--- START ---

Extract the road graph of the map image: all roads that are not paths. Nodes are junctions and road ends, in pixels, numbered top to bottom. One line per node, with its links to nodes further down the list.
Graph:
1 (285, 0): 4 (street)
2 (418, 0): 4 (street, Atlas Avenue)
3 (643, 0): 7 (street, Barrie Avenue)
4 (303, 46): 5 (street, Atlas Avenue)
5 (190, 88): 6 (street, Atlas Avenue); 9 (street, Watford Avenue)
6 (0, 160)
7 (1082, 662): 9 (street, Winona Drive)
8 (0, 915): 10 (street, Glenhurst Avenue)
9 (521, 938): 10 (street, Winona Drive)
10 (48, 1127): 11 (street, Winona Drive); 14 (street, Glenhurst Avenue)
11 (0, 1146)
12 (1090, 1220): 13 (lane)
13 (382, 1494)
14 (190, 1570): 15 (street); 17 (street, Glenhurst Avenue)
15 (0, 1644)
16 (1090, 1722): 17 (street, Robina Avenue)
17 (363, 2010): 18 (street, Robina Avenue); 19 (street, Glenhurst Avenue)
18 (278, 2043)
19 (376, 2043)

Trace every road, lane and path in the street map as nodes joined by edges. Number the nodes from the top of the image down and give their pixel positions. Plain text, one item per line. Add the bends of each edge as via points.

--- END ---
--- START ---

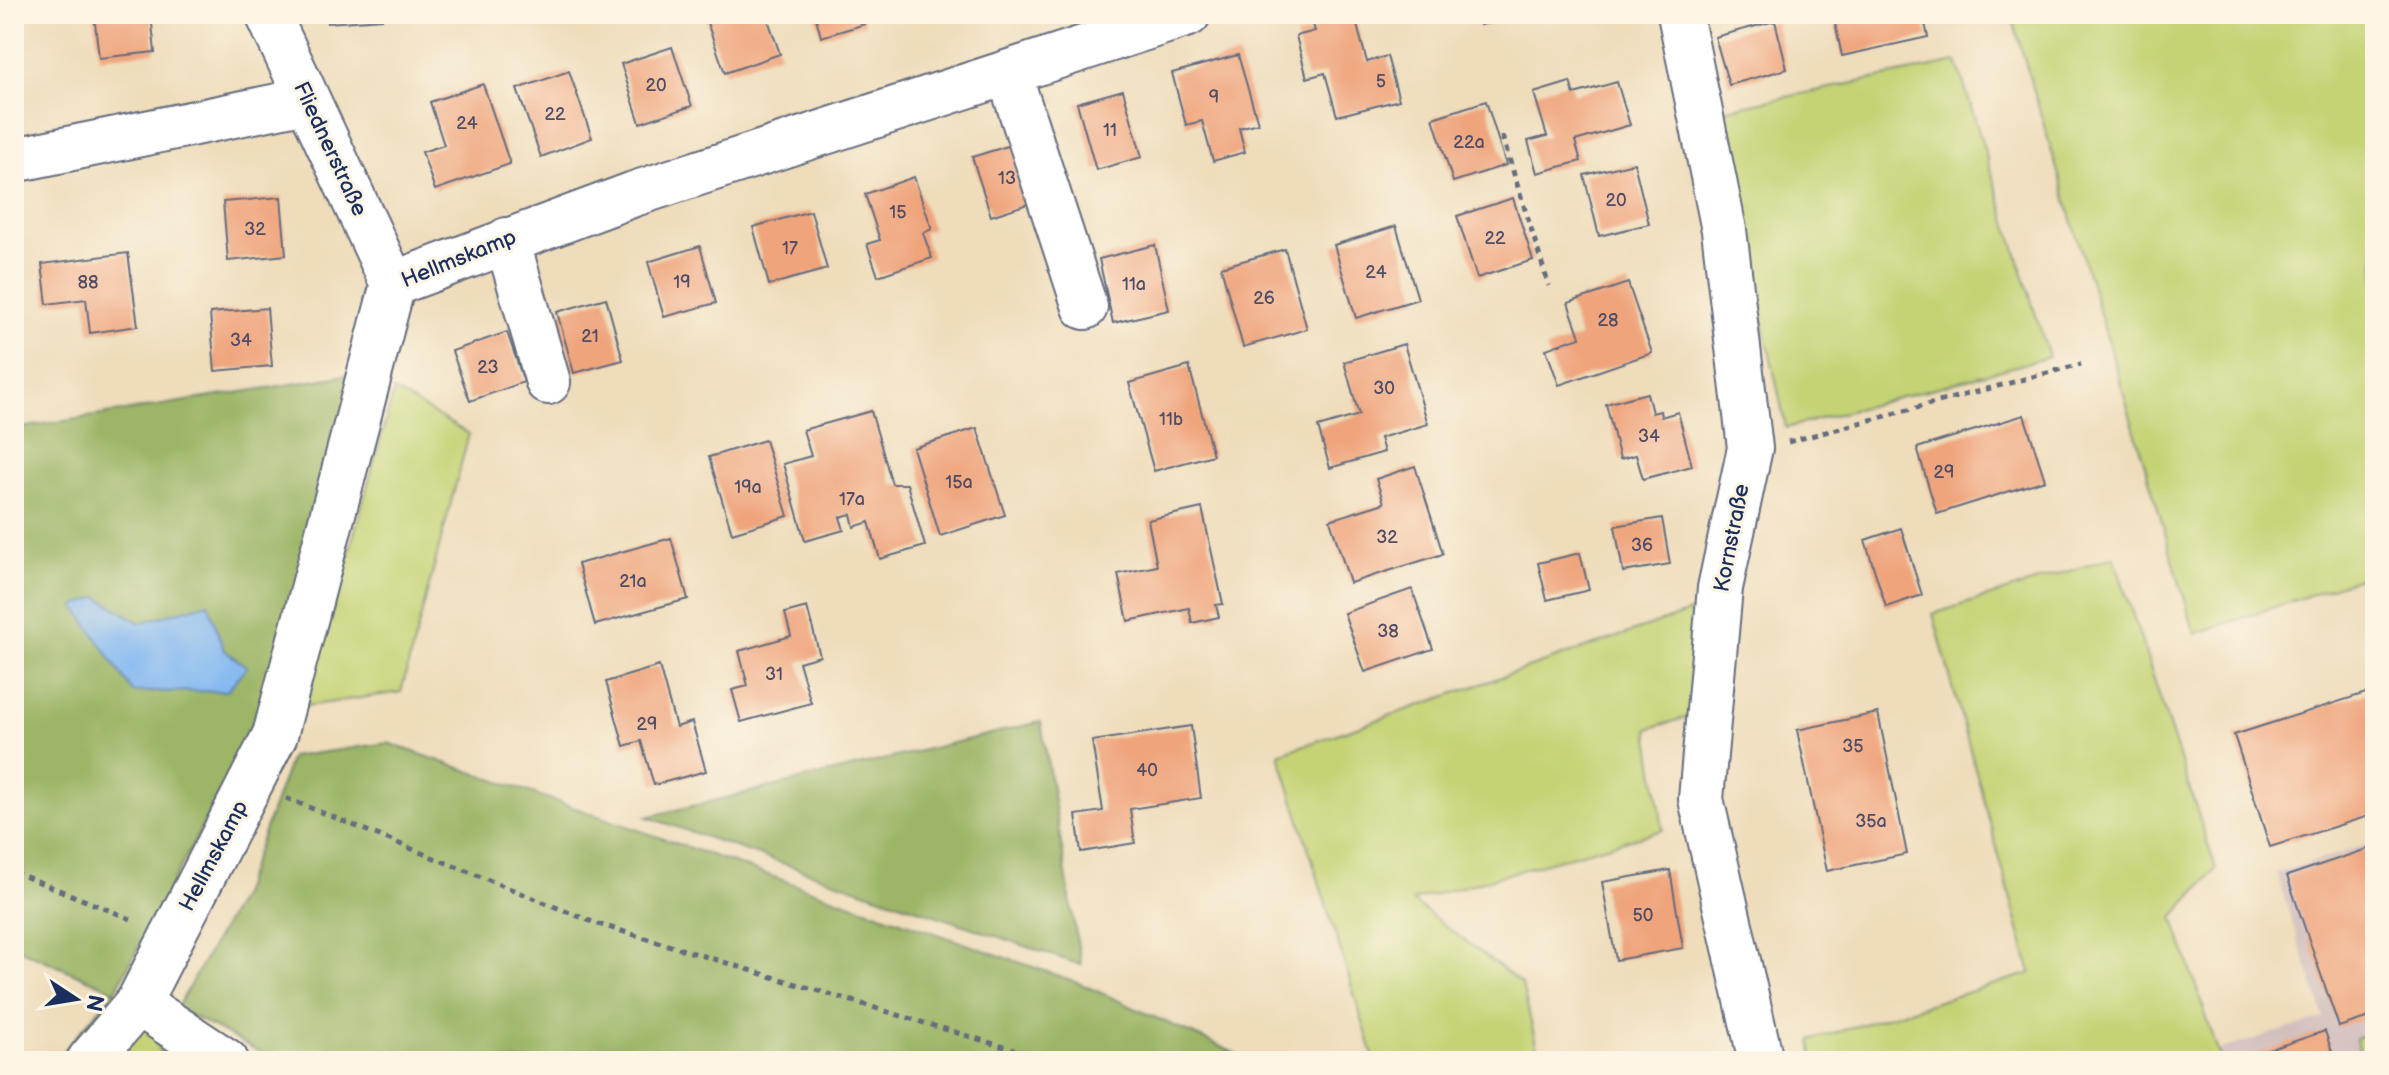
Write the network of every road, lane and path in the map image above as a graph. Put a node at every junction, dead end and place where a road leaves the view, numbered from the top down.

--- END ---

WHAT TO WORK ON -
Everything from the line containing "Extract the road" through the line containing "Trace every road, lane" in the material above should be retyped exactly, both ends included, and nothing more.

OUTPUT -
Extract the road graph of the map image: all roads that are not paths. Nodes are junctions and road ends, in pixels, numbered top to bottom. One line per node, with its links to nodes further down the list.
Graph:
1 (285, 0): 4 (street)
2 (418, 0): 4 (street, Atlas Avenue)
3 (643, 0): 7 (street, Barrie Avenue)
4 (303, 46): 5 (street, Atlas Avenue)
5 (190, 88): 6 (street, Atlas Avenue); 9 (street, Watford Avenue)
6 (0, 160)
7 (1082, 662): 9 (street, Winona Drive)
8 (0, 915): 10 (street, Glenhurst Avenue)
9 (521, 938): 10 (street, Winona Drive)
10 (48, 1127): 11 (street, Winona Drive); 14 (street, Glenhurst Avenue)
11 (0, 1146)
12 (1090, 1220): 13 (lane)
13 (382, 1494)
14 (190, 1570): 15 (street); 17 (street, Glenhurst Avenue)
15 (0, 1644)
16 (1090, 1722): 17 (street, Robina Avenue)
17 (363, 2010): 18 (street, Robina Avenue); 19 (street, Glenhurst Avenue)
18 (278, 2043)
19 (376, 2043)

Trace every road, lane and path in the street map as nodes joined by edges. Number the nodes from the top of the image down and give their pixel positions. Plain text, one item per line. Add the bends of each edge as via points.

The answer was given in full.